= What the task asks =
Could you write out the records below exactly, without omitting a line?

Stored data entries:
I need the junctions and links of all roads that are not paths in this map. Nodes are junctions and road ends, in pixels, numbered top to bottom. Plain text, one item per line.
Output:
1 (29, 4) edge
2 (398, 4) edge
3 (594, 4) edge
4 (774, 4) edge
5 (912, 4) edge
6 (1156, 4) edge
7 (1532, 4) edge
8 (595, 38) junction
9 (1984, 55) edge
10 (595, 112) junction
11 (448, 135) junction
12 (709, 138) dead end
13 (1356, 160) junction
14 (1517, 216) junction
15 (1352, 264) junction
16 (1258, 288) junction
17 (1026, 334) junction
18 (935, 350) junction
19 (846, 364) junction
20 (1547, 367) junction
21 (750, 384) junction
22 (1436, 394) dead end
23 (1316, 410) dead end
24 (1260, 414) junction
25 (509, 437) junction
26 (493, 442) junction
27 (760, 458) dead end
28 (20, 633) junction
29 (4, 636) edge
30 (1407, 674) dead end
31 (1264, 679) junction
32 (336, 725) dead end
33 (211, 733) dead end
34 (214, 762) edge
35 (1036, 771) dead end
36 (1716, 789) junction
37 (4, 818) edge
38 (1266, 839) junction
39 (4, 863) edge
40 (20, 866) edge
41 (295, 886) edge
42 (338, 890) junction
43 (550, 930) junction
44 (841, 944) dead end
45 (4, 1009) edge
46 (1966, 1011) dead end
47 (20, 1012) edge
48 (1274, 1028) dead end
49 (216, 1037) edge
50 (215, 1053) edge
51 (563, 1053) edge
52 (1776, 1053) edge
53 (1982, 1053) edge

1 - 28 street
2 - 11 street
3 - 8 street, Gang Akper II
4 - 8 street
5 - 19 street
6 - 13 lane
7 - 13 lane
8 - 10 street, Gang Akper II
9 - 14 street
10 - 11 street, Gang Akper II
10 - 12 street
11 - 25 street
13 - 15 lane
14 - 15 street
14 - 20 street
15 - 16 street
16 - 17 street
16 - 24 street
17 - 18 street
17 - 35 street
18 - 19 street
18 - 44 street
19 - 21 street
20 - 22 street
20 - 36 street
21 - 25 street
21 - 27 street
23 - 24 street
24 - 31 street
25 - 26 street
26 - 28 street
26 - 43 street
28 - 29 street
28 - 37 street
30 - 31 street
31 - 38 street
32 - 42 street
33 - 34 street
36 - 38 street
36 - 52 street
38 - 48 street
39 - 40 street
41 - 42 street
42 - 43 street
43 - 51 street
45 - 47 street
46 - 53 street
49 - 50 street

= Finished exercise =
I need the junctions and links of all roads that are not paths in this map. Nodes are junctions and road ends, in pixels, numbered top to bottom. Plain text, one item per line.
Output:
1 (29, 4) edge
2 (398, 4) edge
3 (594, 4) edge
4 (774, 4) edge
5 (912, 4) edge
6 (1156, 4) edge
7 (1532, 4) edge
8 (595, 38) junction
9 (1984, 55) edge
10 (595, 112) junction
11 (448, 135) junction
12 (709, 138) dead end
13 (1356, 160) junction
14 (1517, 216) junction
15 (1352, 264) junction
16 (1258, 288) junction
17 (1026, 334) junction
18 (935, 350) junction
19 (846, 364) junction
20 (1547, 367) junction
21 (750, 384) junction
22 (1436, 394) dead end
23 (1316, 410) dead end
24 (1260, 414) junction
25 (509, 437) junction
26 (493, 442) junction
27 (760, 458) dead end
28 (20, 633) junction
29 (4, 636) edge
30 (1407, 674) dead end
31 (1264, 679) junction
32 (336, 725) dead end
33 (211, 733) dead end
34 (214, 762) edge
35 (1036, 771) dead end
36 (1716, 789) junction
37 (4, 818) edge
38 (1266, 839) junction
39 (4, 863) edge
40 (20, 866) edge
41 (295, 886) edge
42 (338, 890) junction
43 (550, 930) junction
44 (841, 944) dead end
45 (4, 1009) edge
46 (1966, 1011) dead end
47 (20, 1012) edge
48 (1274, 1028) dead end
49 (216, 1037) edge
50 (215, 1053) edge
51 (563, 1053) edge
52 (1776, 1053) edge
53 (1982, 1053) edge

1 - 28 street
2 - 11 street
3 - 8 street, Gang Akper II
4 - 8 street
5 - 19 street
6 - 13 lane
7 - 13 lane
8 - 10 street, Gang Akper II
9 - 14 street
10 - 11 street, Gang Akper II
10 - 12 street
11 - 25 street
13 - 15 lane
14 - 15 street
14 - 20 street
15 - 16 street
16 - 17 street
16 - 24 street
17 - 18 street
17 - 35 street
18 - 19 street
18 - 44 street
19 - 21 street
20 - 22 street
20 - 36 street
21 - 25 street
21 - 27 street
23 - 24 street
24 - 31 street
25 - 26 street
26 - 28 street
26 - 43 street
28 - 29 street
28 - 37 street
30 - 31 street
31 - 38 street
32 - 42 street
33 - 34 street
36 - 38 street
36 - 52 street
38 - 48 street
39 - 40 street
41 - 42 street
42 - 43 street
43 - 51 street
45 - 47 street
46 - 53 street
49 - 50 street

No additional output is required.